My worry with Virtual Reality has always been ‘how’. How do we make the leap from celebrated, niche technology to a plug and play device that anyone can use? Before that seemed far-fetched and impossible — now I can almost imagine it…

Picture this: Oculus VR creates their own Steam Box. A Steam Box custom designed to be used with a refined, well marketed Oculus Rift headset. The SteamVR software is already pre-installed onto the Steam Box.

You turn it on. There is a simple set up process. It takes 10 minutes. It works seamlessly. There is a walkthrough demo built into the device. A simple game that makes full use of the unique set of features the Oculus Rift has at its disposal. Then you head back to the store. Using the headset and a simple controller you scroll through and buy a number of VR enable games from Steam with relative ease. The games download directly to the Steam Box sitting in your entertainment center.

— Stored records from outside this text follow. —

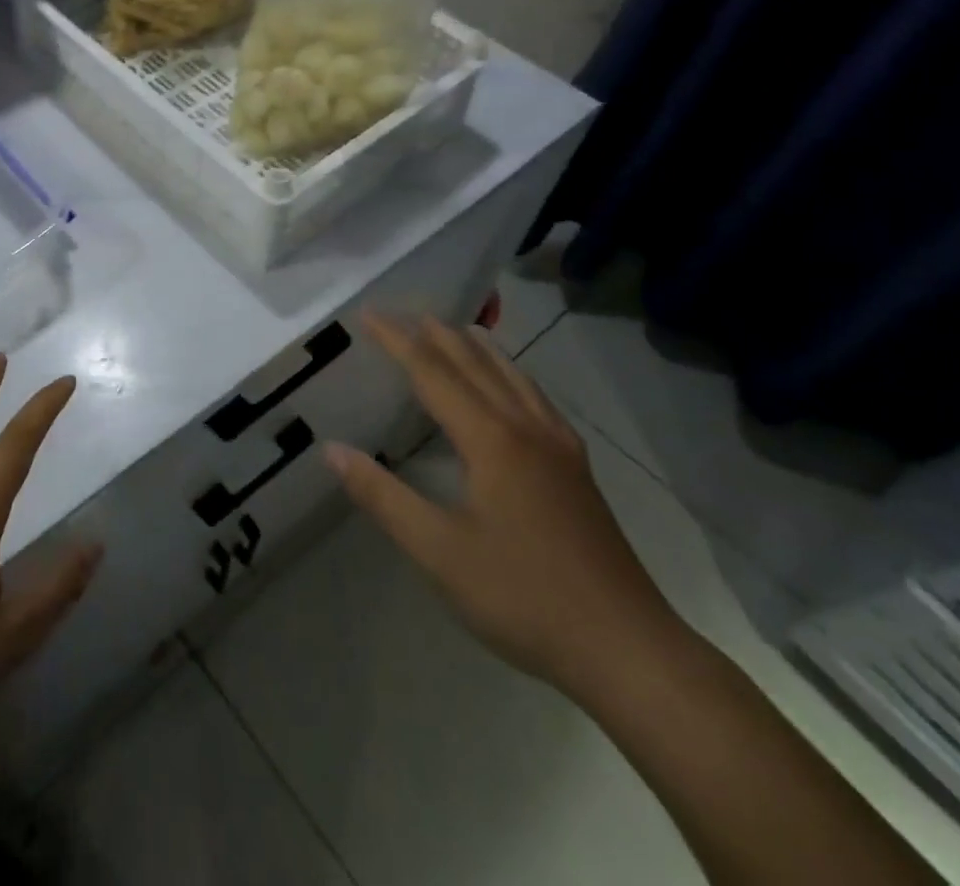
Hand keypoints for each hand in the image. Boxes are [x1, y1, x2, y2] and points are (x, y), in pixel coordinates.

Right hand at [326, 314, 681, 702]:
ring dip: (480, 349)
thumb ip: (383, 497)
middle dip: (439, 335)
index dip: (398, 341)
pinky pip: (537, 401)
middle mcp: (526, 430)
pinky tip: (515, 389)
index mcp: (491, 440)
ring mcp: (559, 449)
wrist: (628, 649)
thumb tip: (332, 450)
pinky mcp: (578, 472)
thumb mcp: (438, 552)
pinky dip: (513, 376)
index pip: (434, 374)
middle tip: (407, 311)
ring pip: (514, 378)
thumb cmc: (523, 597)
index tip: (369, 313)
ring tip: (459, 330)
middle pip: (477, 366)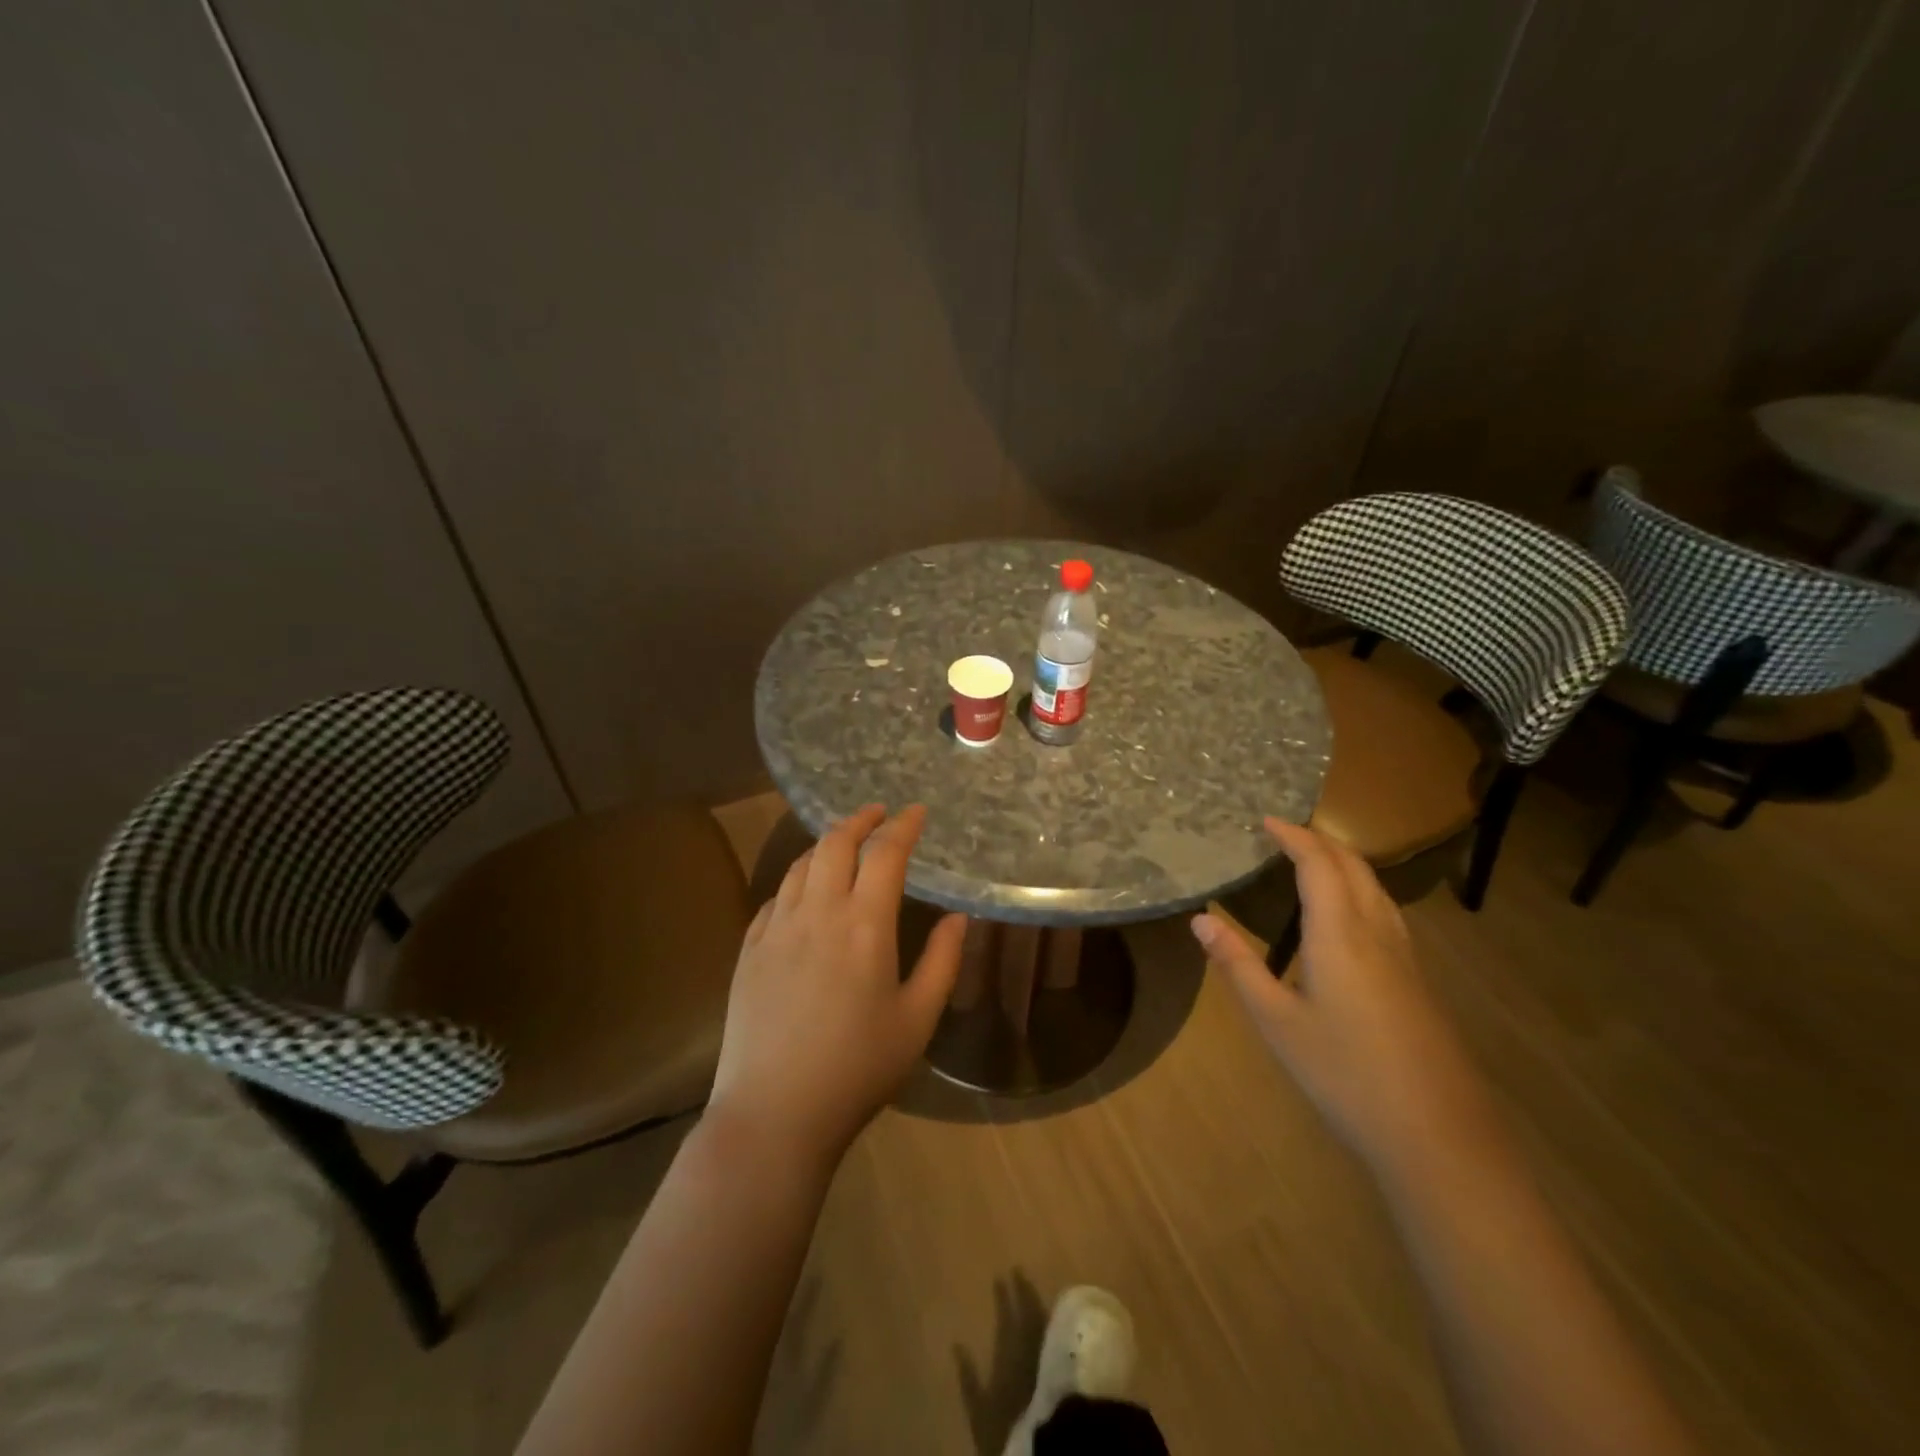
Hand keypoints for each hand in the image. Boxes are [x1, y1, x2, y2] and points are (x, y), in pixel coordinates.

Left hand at [710, 804, 967, 1161]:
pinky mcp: (749, 950)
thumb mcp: (917, 1020)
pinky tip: (802, 892)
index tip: (916, 811)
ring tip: (842, 843)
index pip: (885, 853)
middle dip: (859, 820)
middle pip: (835, 844)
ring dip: (824, 844)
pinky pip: (774, 898)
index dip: (903, 826)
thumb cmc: (858, 1068)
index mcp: (865, 924)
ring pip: (800, 865)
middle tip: (877, 813)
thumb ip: (942, 961)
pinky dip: (796, 880)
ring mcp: (777, 929)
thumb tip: (958, 917)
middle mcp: (818, 913)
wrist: (775, 1112)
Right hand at [1191, 819, 1500, 1181]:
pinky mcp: (1416, 980)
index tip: (1265, 821)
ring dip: (1344, 862)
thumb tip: (1200, 920)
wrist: (1437, 1136)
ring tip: (1311, 862)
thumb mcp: (1276, 1021)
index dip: (1293, 837)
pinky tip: (1347, 916)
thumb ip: (1238, 965)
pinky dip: (1359, 890)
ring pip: (1376, 887)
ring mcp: (1404, 957)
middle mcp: (1376, 932)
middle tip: (1284, 834)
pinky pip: (1385, 911)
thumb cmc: (1344, 1073)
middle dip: (1320, 841)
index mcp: (1340, 934)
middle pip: (1354, 867)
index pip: (1319, 865)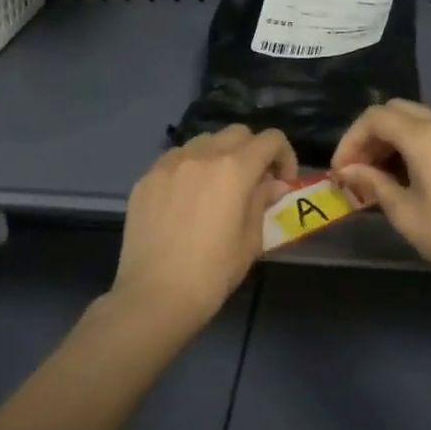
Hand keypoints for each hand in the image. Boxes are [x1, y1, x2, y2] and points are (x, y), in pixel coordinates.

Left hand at [111, 125, 297, 331]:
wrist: (155, 296)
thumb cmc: (212, 272)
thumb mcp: (250, 239)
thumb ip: (263, 201)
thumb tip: (274, 184)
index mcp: (233, 169)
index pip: (270, 139)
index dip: (284, 155)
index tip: (282, 182)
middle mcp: (201, 155)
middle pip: (237, 133)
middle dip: (253, 151)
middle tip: (253, 181)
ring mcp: (169, 164)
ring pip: (203, 141)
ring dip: (219, 155)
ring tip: (218, 186)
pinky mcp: (146, 179)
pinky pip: (175, 159)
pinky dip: (190, 167)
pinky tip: (187, 198)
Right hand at [332, 100, 430, 308]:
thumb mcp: (406, 214)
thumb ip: (374, 184)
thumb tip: (348, 170)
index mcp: (428, 138)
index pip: (377, 118)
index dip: (351, 139)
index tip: (342, 170)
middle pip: (399, 111)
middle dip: (373, 135)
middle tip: (360, 169)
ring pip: (424, 121)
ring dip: (398, 139)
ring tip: (385, 176)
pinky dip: (423, 145)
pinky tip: (418, 178)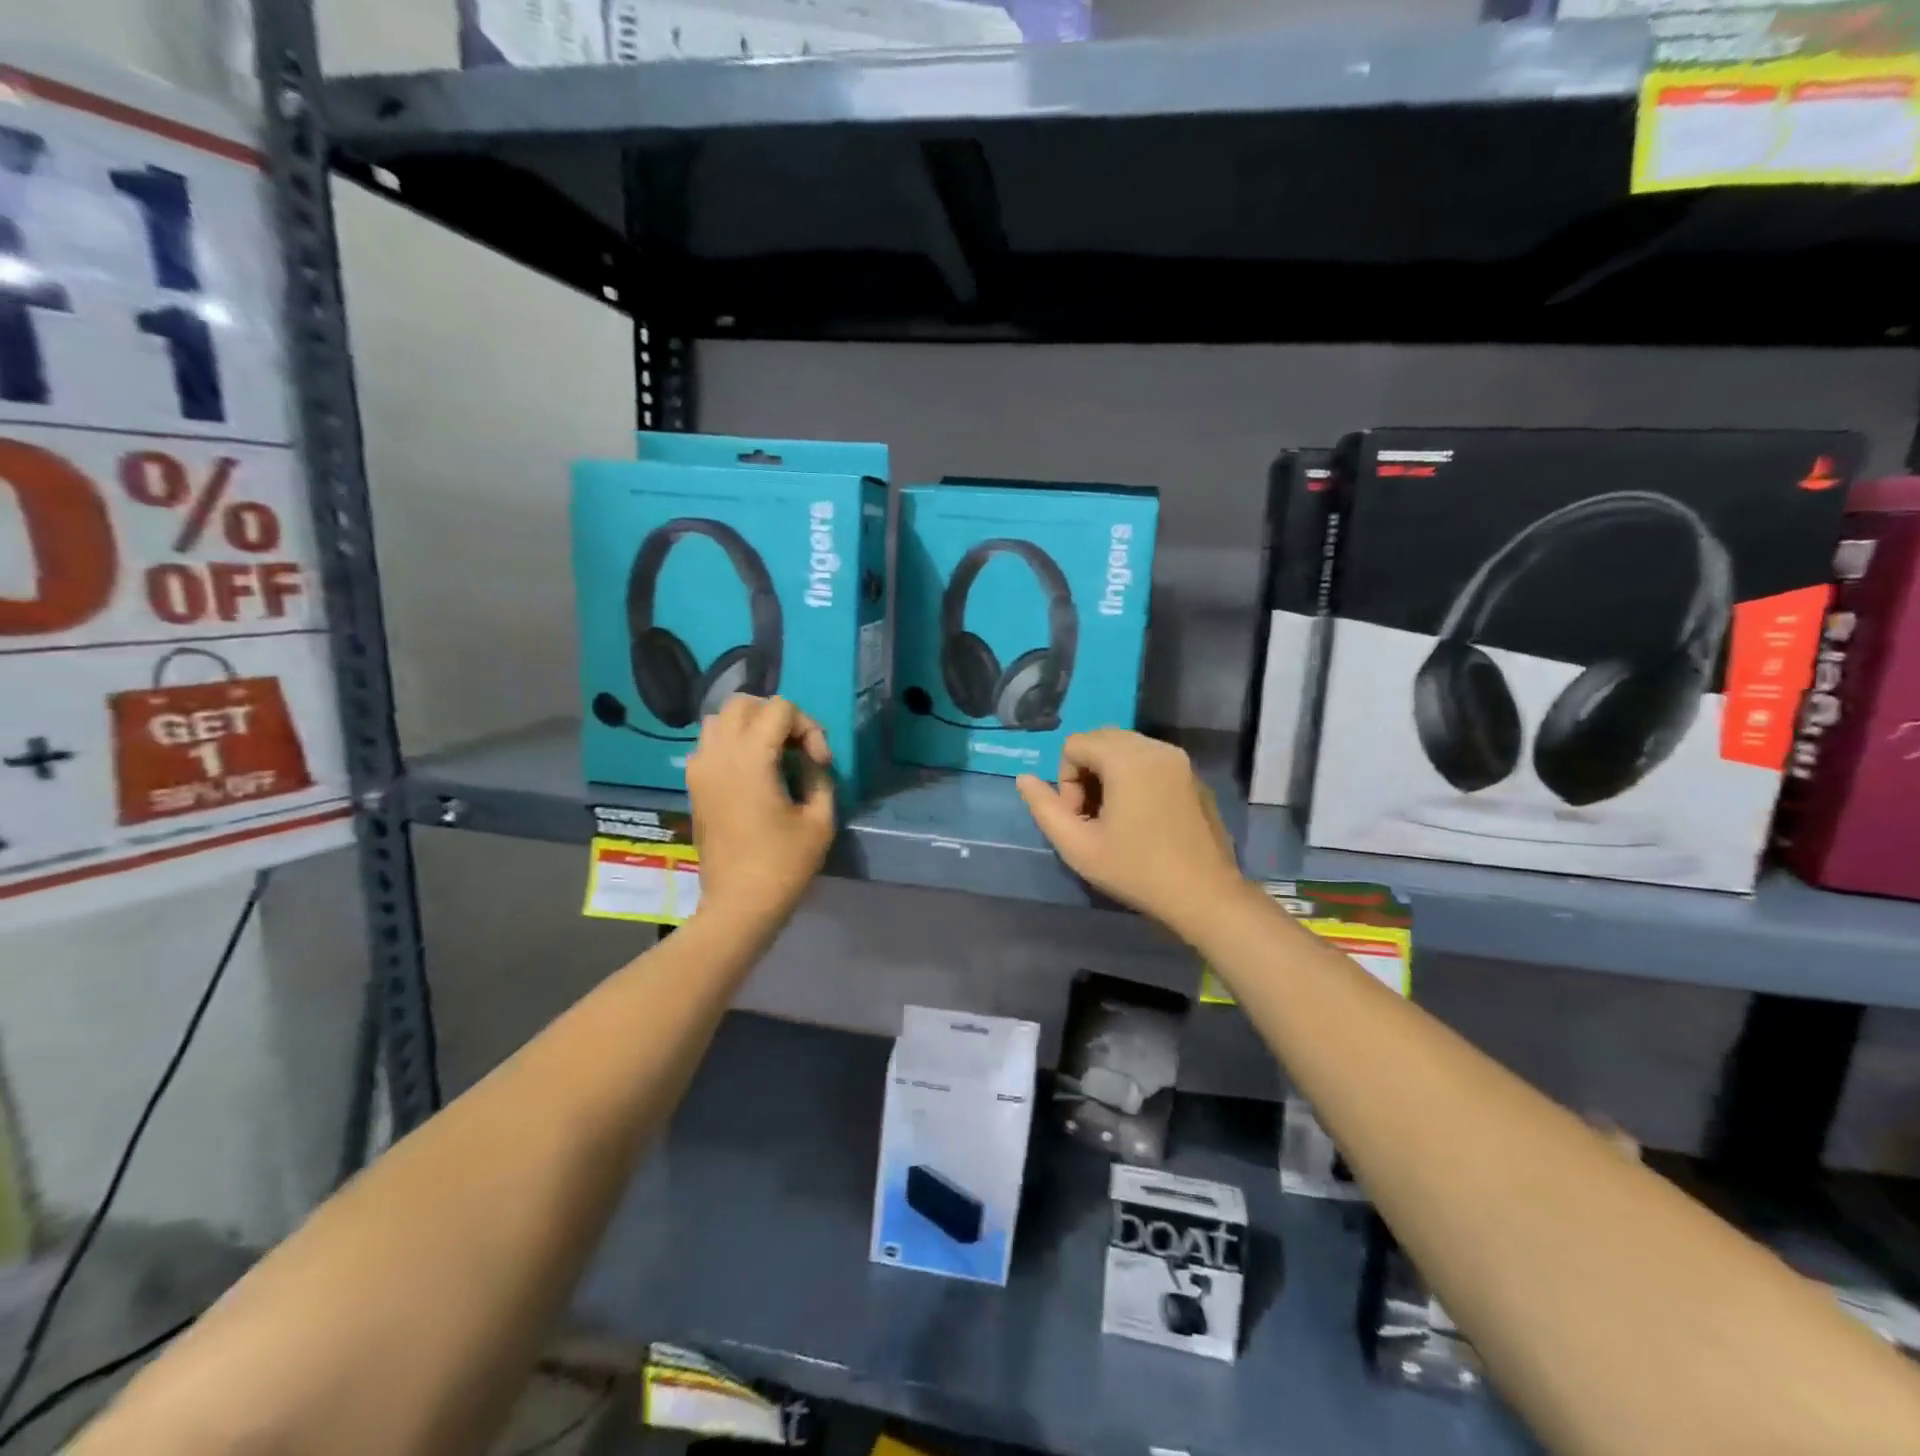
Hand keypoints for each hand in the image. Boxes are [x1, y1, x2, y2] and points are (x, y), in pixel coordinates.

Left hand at [685, 696, 834, 927]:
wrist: (739, 905)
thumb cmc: (784, 864)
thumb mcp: (820, 820)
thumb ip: (820, 776)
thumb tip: (813, 759)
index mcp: (751, 758)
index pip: (780, 709)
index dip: (809, 728)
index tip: (819, 764)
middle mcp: (719, 754)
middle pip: (744, 703)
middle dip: (777, 717)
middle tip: (797, 749)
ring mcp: (700, 768)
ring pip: (720, 719)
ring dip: (750, 726)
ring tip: (772, 755)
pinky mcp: (694, 785)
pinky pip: (708, 744)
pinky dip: (730, 743)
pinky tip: (750, 771)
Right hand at [1017, 730, 1243, 933]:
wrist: (1205, 895)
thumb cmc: (1136, 870)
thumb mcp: (1077, 846)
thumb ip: (1044, 808)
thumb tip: (1024, 779)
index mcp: (1127, 757)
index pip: (1074, 745)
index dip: (1066, 781)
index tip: (1080, 818)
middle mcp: (1155, 747)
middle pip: (1100, 740)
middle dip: (1086, 774)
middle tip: (1094, 818)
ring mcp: (1180, 761)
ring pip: (1126, 749)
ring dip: (1109, 776)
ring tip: (1116, 820)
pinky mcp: (1194, 777)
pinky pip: (1151, 762)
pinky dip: (1136, 779)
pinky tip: (1143, 821)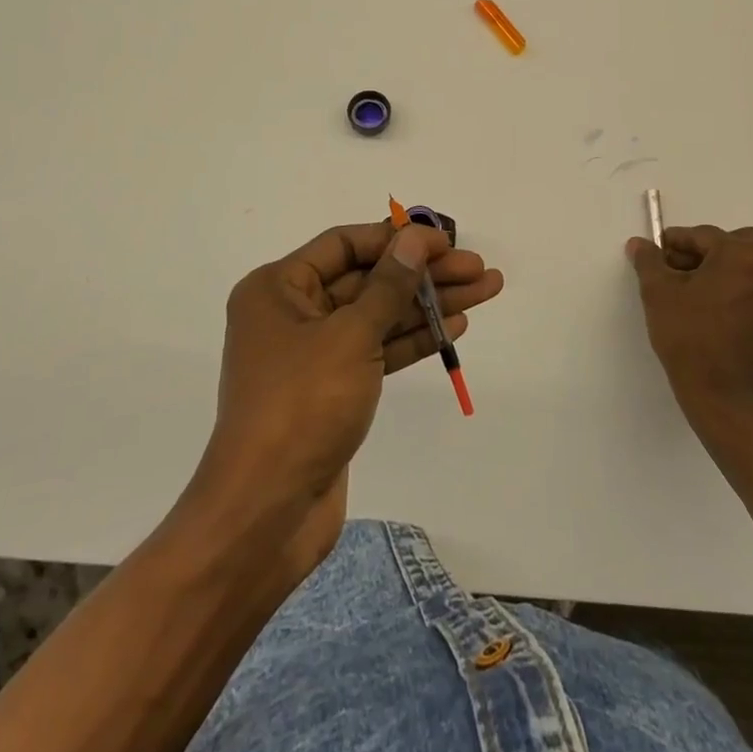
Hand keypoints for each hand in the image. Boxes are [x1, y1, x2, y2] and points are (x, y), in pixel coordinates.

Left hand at [197, 222, 502, 566]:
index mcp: (278, 288)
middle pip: (368, 278)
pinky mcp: (334, 389)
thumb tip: (415, 238)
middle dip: (423, 273)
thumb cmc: (301, 407)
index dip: (396, 238)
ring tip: (485, 289)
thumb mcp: (350, 336)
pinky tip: (454, 326)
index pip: (345, 244)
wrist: (267, 513)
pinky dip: (413, 338)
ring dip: (428, 303)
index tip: (443, 241)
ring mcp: (314, 354)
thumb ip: (389, 285)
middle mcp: (293, 313)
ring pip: (379, 315)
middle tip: (478, 268)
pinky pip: (378, 350)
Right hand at [626, 225, 752, 428]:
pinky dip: (741, 295)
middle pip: (736, 246)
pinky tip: (716, 315)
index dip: (676, 243)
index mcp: (744, 255)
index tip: (657, 254)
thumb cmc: (690, 337)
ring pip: (752, 270)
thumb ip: (649, 261)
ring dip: (726, 273)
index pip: (704, 236)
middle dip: (707, 253)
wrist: (725, 399)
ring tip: (696, 295)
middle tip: (680, 273)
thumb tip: (640, 244)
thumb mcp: (658, 293)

You play. There is no sickness. There are no technical hitches. It’s simple, fast, and accessible. It simply works without any real need for the level of expertise currently required to get an Oculus Rift development kit up and running.

Imagine that. Simple accessible Virtual Reality. Before it was a distant dream. Now it’s more than a possibility — it feels like an eventuality.

And I think that’s what I find so exciting about Virtual Reality and the Oculus Rift. I can see the end game. The fog that existed between exciting technology and consumer device is evaporating. I believe in Virtual Reality. I believe it’s a thing that can go mainstream. I believe it’s something that has the real potential to change video games.